What you need to know:

Actual fall in prices only observed when inflation figures decline to negative digits.

Kampala- Uganda’s annual headline inflation eased slightly by 0.4 percentage points in April on the back of a slowdown in food inflation due to increased food production and supply to markets.

The Consumer Price Index (CPI), the official measure of inflation released by the Uganda Bureau of Statistics (Ubos) yesterday, indicates the annual headline inflation rate for April declined to 6.7 per cent, from 7.1 per cent recorded in March.

Data from the bureau shows food crop inflation decreased to 25.4 per cent from 28.3 per cent while food inflation eased to 12.2 per cent from 12.7 per cent during the period.

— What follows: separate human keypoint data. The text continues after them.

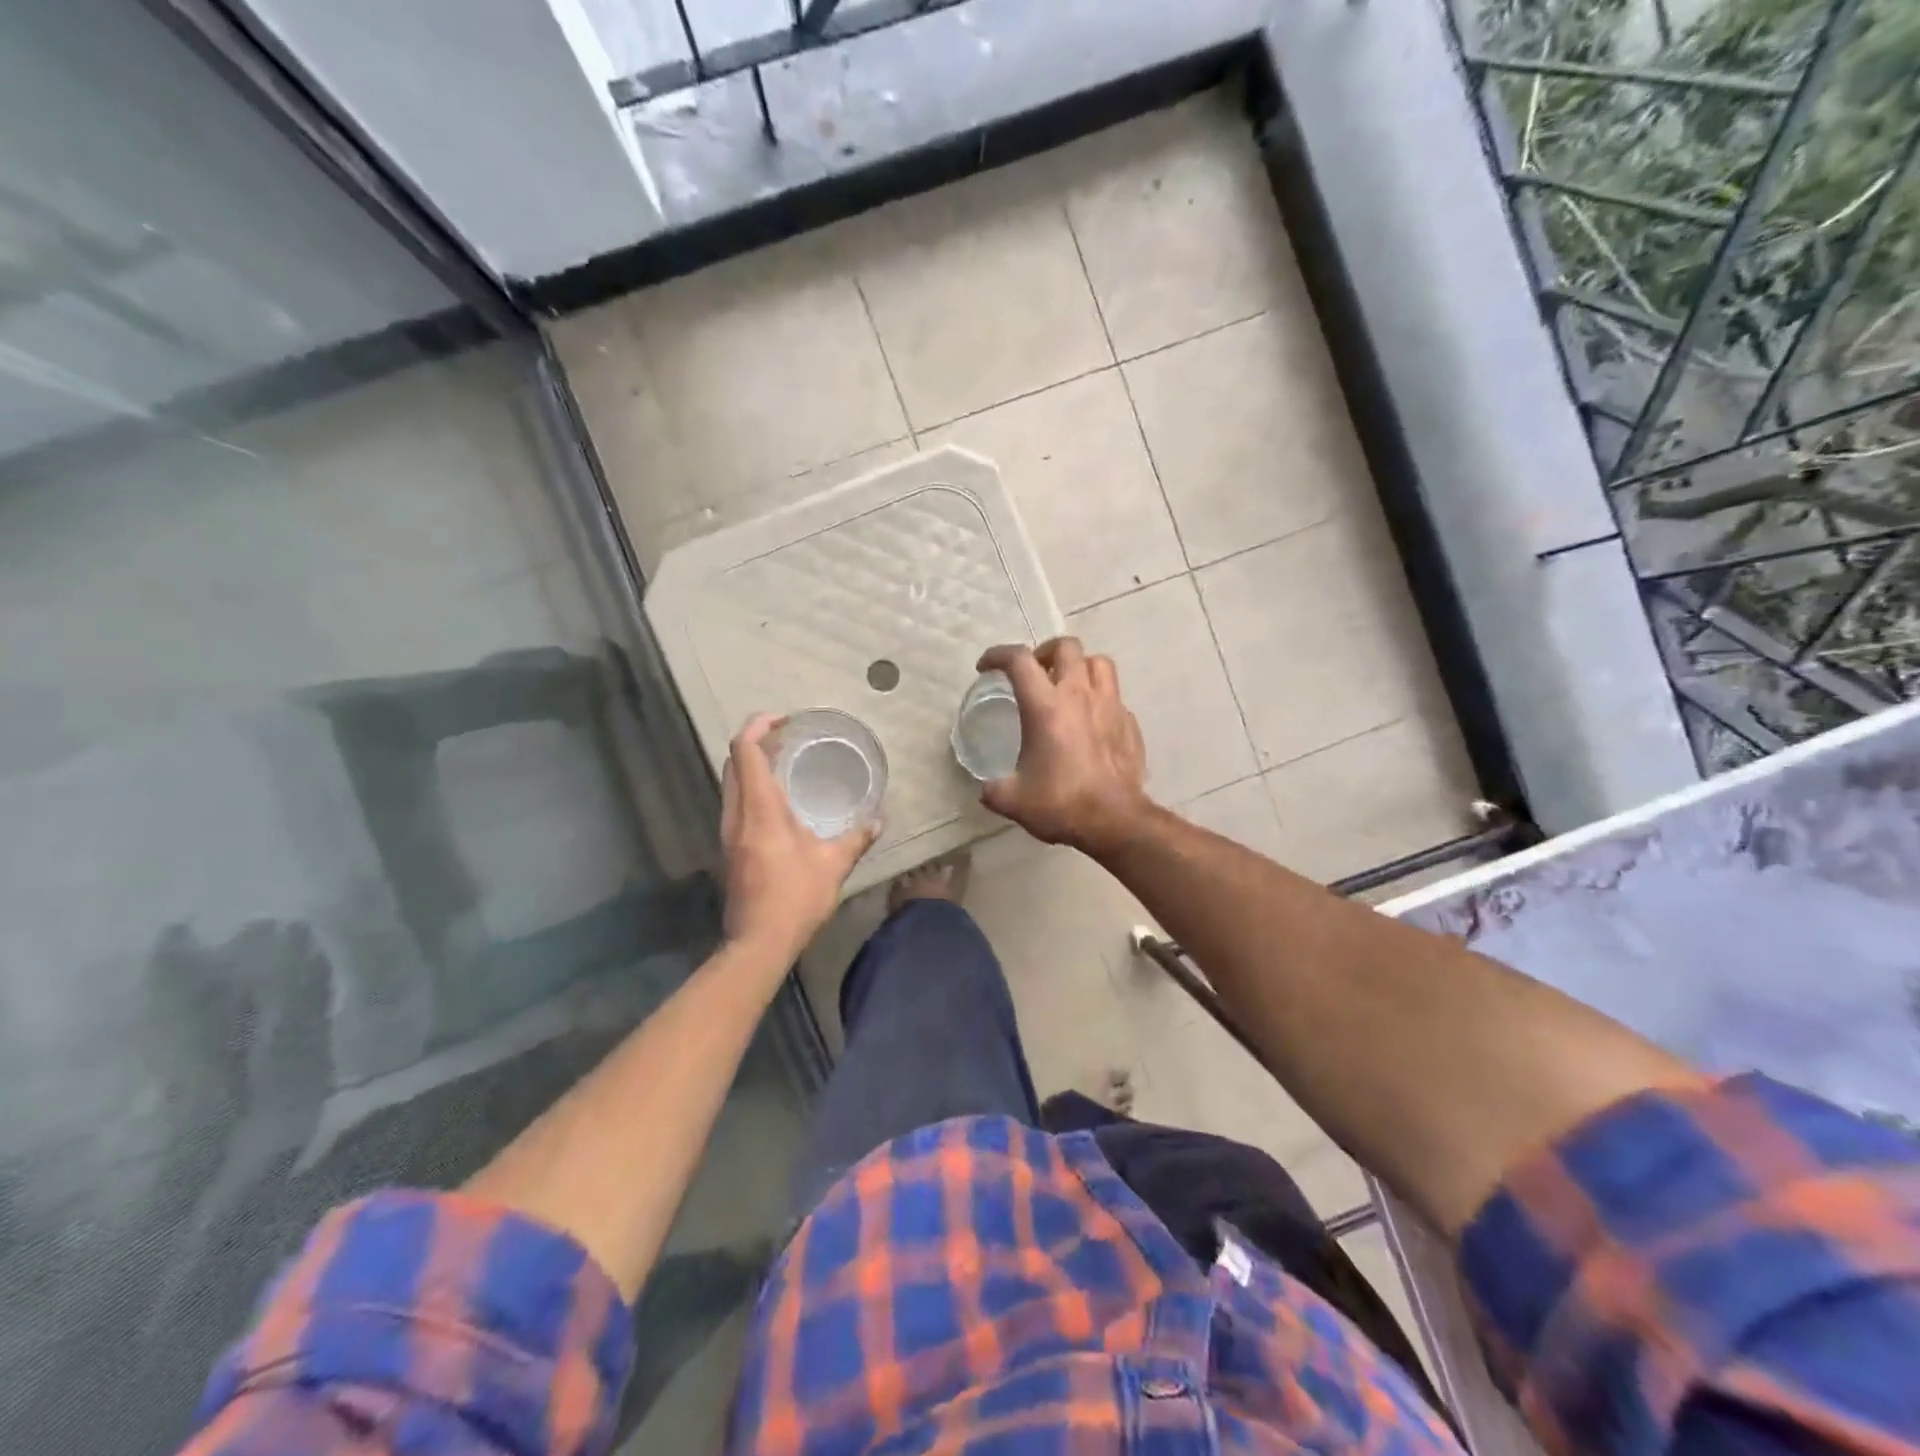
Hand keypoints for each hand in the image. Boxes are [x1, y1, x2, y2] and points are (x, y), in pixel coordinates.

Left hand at [720, 714, 878, 964]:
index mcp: (760, 810)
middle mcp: (737, 814)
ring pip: (731, 782)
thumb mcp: (833, 865)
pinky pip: (735, 802)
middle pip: (733, 762)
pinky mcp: (729, 848)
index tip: (783, 720)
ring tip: (784, 762)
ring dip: (752, 764)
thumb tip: (878, 820)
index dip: (758, 726)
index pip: (745, 751)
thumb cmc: (795, 899)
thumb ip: (856, 838)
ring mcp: (728, 832)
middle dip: (756, 741)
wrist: (758, 943)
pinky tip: (778, 800)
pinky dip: (751, 787)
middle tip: (787, 737)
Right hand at [975, 639, 1151, 857]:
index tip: (986, 667)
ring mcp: (1110, 706)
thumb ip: (994, 789)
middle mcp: (1079, 695)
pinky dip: (1100, 699)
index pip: (1018, 660)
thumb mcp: (1012, 800)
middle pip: (1066, 646)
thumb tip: (987, 789)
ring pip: (1099, 662)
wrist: (1115, 821)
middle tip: (1035, 672)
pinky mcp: (1129, 724)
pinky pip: (1115, 696)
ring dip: (1080, 666)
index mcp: (1045, 706)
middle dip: (1045, 651)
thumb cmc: (1061, 804)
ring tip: (1067, 685)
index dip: (997, 655)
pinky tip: (1091, 720)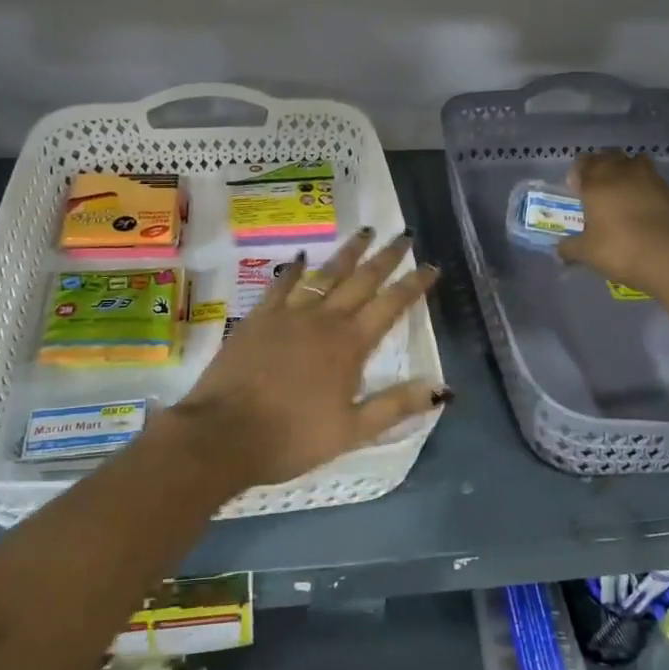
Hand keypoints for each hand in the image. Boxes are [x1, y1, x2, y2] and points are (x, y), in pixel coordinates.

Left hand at [166, 229, 446, 487]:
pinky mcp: (258, 317)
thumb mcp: (353, 431)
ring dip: (348, 252)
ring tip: (365, 232)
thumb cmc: (293, 437)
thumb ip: (396, 406)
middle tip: (405, 236)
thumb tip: (444, 389)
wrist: (224, 433)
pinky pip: (280, 285)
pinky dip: (293, 270)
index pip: (391, 306)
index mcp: (350, 345)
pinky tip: (300, 258)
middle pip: (362, 280)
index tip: (432, 266)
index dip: (414, 285)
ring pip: (325, 274)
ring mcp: (289, 314)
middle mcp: (324, 319)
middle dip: (386, 257)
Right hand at [557, 151, 668, 294]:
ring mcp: (652, 178)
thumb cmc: (621, 249)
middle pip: (609, 156)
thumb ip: (570, 248)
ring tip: (624, 195)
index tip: (577, 190)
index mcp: (597, 181)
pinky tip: (646, 210)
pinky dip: (647, 189)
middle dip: (602, 168)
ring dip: (627, 173)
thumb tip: (559, 251)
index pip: (583, 162)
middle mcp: (623, 171)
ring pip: (635, 163)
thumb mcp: (587, 253)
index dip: (578, 173)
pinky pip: (654, 181)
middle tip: (599, 190)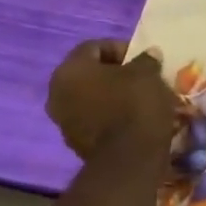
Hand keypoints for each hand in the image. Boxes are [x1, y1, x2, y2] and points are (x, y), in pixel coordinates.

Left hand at [47, 39, 179, 159]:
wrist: (129, 159)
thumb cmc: (136, 105)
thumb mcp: (148, 74)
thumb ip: (146, 60)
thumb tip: (148, 55)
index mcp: (70, 70)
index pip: (94, 47)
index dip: (121, 48)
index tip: (143, 58)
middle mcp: (57, 92)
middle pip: (89, 73)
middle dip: (116, 73)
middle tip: (142, 77)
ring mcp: (63, 119)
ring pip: (90, 97)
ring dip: (112, 94)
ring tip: (140, 99)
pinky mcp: (74, 141)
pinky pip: (93, 118)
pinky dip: (110, 114)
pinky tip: (132, 118)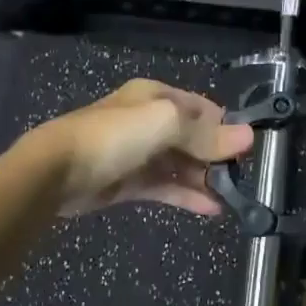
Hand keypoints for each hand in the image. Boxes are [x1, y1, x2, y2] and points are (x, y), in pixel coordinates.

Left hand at [26, 80, 253, 216]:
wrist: (57, 171)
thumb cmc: (115, 137)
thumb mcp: (167, 125)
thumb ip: (207, 134)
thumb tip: (248, 137)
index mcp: (157, 96)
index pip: (202, 108)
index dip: (226, 127)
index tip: (248, 150)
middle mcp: (149, 121)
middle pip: (192, 137)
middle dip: (217, 156)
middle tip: (242, 177)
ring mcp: (138, 153)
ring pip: (180, 164)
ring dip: (204, 179)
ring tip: (231, 197)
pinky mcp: (129, 182)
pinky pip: (165, 187)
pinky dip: (187, 196)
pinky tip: (211, 209)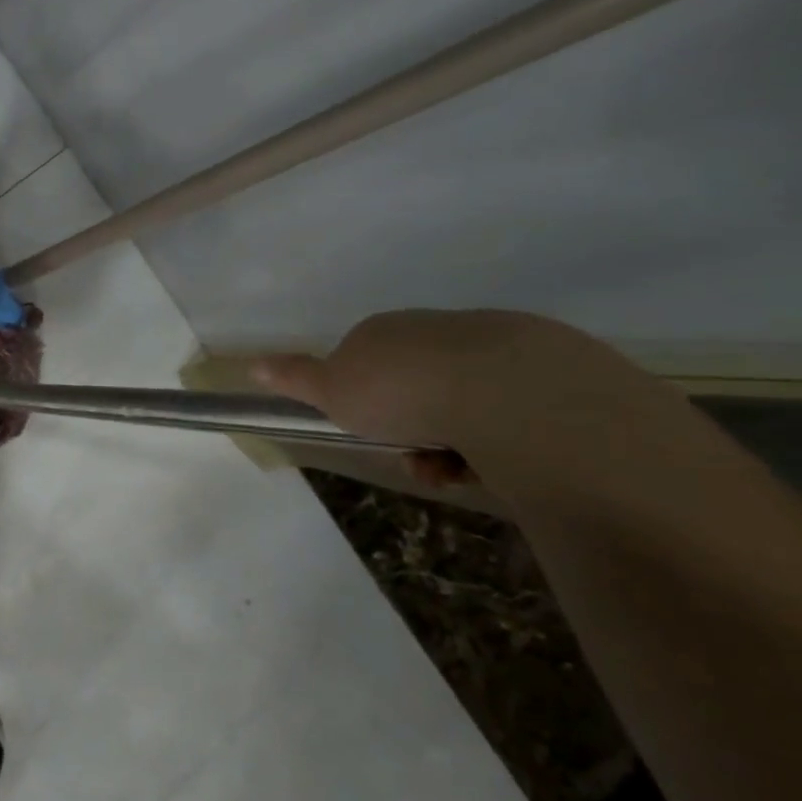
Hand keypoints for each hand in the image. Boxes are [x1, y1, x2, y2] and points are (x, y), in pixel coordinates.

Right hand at [251, 310, 661, 489]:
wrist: (507, 391)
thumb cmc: (400, 391)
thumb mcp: (332, 391)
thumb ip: (295, 378)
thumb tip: (251, 364)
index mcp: (383, 330)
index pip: (363, 361)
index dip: (362, 400)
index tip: (367, 431)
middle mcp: (435, 329)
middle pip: (414, 383)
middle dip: (409, 426)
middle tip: (414, 459)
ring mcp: (494, 344)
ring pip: (461, 400)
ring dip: (451, 441)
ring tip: (454, 470)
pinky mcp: (550, 366)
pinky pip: (509, 409)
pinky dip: (496, 439)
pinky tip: (495, 462)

The director macroeconomic statistics Ubos, Mr Chris Ndatira Mukiza, attributed the slowdown in inflation to increased food supplies to markets and decreases in prices of some manufactured products including sugar, cement and iron sheets.

Increased production
The price of a kilogramme of sugar for instance costs about Shs2,500 compared to Shs3,500 a year ago while a bag of cement costs Shs25,500, down from Shs28,000.

This is attributed to increased production and high competition in the market.
It should, however, be noted that while a rise in inflation erodes people’s purchasing power, a reduction (in positive digits), doesn’t necessarily mean that people will pay less for goods and services, rather it’s just a slowdown in the pace at which prices are increasing.

Headline inflation has been swinging between 8.1 and 6.7 per cent since October last year and April this year.

The volatility is hinged on the fact that Uganda’s inflation is mainly driven by food prices, which are always dependent on seasonal factors since Uganda depends on rain-fed agriculture.

Although Bank of Uganda recently forecast annual headline inflation to be in the range of 4-5 per cent in the next few months and 5.5 - 6.5 per cent over the next 12 months, it warned of possible stronger inflationary pressure risks arising from possible exchange rate depreciation, stronger fiscal demand from the fiscal sector and increase in food prices on account of drought and regional food supply shortfalls, which could drive up inflation.